- **ENTRIES SUPPLIED**:
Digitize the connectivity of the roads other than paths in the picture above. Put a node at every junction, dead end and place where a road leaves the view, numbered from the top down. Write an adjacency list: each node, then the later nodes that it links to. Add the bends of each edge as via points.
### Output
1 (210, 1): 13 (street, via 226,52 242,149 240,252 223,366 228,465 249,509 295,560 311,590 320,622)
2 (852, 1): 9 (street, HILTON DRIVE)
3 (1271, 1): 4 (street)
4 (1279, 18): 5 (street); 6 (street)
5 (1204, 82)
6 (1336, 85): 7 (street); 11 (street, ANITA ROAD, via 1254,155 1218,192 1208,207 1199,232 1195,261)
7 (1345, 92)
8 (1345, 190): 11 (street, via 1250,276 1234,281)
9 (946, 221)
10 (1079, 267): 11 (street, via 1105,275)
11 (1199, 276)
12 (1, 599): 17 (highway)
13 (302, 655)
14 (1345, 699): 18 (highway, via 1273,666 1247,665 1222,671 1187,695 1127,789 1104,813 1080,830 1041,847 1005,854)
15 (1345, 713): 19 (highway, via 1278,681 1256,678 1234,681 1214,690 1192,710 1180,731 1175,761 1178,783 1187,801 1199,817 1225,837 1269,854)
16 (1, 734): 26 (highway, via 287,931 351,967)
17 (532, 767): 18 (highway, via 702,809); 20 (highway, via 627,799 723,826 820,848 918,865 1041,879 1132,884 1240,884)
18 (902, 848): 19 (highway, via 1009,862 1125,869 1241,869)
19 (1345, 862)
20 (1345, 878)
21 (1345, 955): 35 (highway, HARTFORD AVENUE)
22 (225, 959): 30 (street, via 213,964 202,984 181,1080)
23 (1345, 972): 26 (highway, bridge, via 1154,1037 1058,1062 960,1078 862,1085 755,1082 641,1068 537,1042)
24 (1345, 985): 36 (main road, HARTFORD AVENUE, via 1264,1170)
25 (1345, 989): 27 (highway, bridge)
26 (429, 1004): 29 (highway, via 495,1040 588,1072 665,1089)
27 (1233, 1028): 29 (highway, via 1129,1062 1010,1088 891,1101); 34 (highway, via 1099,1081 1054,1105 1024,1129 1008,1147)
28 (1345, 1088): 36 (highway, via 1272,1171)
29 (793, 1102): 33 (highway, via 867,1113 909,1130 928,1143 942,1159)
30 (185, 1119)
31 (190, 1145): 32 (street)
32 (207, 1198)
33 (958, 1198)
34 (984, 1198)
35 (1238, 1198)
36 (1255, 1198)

- **TRY IT**:
Which lines above hold the string "AVENUE"? Copy every one of them.

- **EXERCISE RESPONSE**:
21 (1345, 955): 35 (highway, HARTFORD AVENUE)
24 (1345, 985): 36 (main road, HARTFORD AVENUE, via 1264,1170)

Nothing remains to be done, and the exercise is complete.